The Lives of Characters

The last few weeks writing has been replaced with meticulous editing. I will send chapters off to friends shortly and that goal is a marker that helps me stay focused. However, there are many instances that I run out of steam and I find it hard to come back to the chapter again. After nine revisions of one single chapter, the thrill of finishing is long gone. It is replaced with a long laborious haul. Writing is hard work.

When I started writing my novel I knew that it was the beginning of a series. During the planning process I wrote out the lives of each character. Some would die, some would mature. Some would fall in love, and others would search for loved ones and give up hope. These are the things I am excited to share with my readers and why I decided to write in the first place.

At this point of the editing process it is not the thought of completing the book that drives me.  Rather my character’s dreams and hopes that pull me onward and cannot be silenced. They push themselves to the forefront of my mind and interrupt my day. I think of them while driving or walking of spending time with my family. They are in the driver’s seat begging me to continue, for they want to live.

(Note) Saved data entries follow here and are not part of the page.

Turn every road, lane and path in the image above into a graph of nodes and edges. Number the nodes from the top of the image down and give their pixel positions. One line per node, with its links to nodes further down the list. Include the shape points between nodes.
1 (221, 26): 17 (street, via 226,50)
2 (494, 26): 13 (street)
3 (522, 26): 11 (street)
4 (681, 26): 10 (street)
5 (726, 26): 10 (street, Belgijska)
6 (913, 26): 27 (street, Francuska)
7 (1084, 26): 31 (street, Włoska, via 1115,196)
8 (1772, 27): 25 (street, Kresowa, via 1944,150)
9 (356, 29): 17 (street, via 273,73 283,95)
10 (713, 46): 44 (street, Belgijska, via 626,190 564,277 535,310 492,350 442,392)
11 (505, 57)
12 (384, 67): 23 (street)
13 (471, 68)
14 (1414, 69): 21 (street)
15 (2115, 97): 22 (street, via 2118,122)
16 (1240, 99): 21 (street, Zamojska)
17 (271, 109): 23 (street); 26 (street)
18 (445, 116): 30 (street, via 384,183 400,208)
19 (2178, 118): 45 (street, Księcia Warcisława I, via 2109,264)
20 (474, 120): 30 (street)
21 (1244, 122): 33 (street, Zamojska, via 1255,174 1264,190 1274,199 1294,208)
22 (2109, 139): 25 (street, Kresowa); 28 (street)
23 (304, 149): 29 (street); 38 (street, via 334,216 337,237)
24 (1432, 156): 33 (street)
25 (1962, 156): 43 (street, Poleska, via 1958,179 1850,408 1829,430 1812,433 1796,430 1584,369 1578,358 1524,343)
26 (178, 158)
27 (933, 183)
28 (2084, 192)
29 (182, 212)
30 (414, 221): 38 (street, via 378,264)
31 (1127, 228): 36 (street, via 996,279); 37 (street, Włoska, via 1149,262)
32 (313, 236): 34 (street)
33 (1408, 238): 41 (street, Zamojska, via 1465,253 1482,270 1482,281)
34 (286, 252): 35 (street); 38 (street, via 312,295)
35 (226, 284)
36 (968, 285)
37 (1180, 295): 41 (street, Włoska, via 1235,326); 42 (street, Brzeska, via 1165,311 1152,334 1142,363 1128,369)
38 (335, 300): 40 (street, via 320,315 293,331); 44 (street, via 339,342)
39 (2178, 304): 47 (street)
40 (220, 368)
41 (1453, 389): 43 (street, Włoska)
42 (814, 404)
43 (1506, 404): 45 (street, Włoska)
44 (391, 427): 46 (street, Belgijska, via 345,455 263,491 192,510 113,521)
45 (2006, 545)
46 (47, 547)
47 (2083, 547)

I write this post because many writers have said at some point characters begin to write themselves as if alive. I thought it hogwash and some silly artist nirvana. Now I understand. Custo, Hailea, Sapien, Maero, Comitis, Nimrodur, Elidur, Lenis, Camilla, and the rest of you. I will finish. Be patient with me.



8 thoughts on “The Lives of Characters

  1. I am hoping to submit the final edit of my manuscript tomorrow, and I cannot tell you how sick to death of it I am. At this point I’ve read it about ten times in a year and a half, and it’s just not the kind of book that ANYONE would read that many times.

    We cling to the hope that editing will not kill us. 🙂

  2. Editing has its good and bad points, doesn’t it. And yes, my characters tend to take over my ideas and run away with the plot. This is where editing really becomes tedious because the story is nothing like I first envisioned it. I think that I have tried every method known to man when it comes to figuring out how to best edit a story.

    1. I agree about the story being nothing like I first envisioned it. I still have the first idea written down. My story is nothing like that now. But I am happt to say I think it is better.

  3. Andrew Rogers

    Slog through it, Bob. You can do it! When this phase is done you’ll be able to move on to new content. Just keep writing. It will come.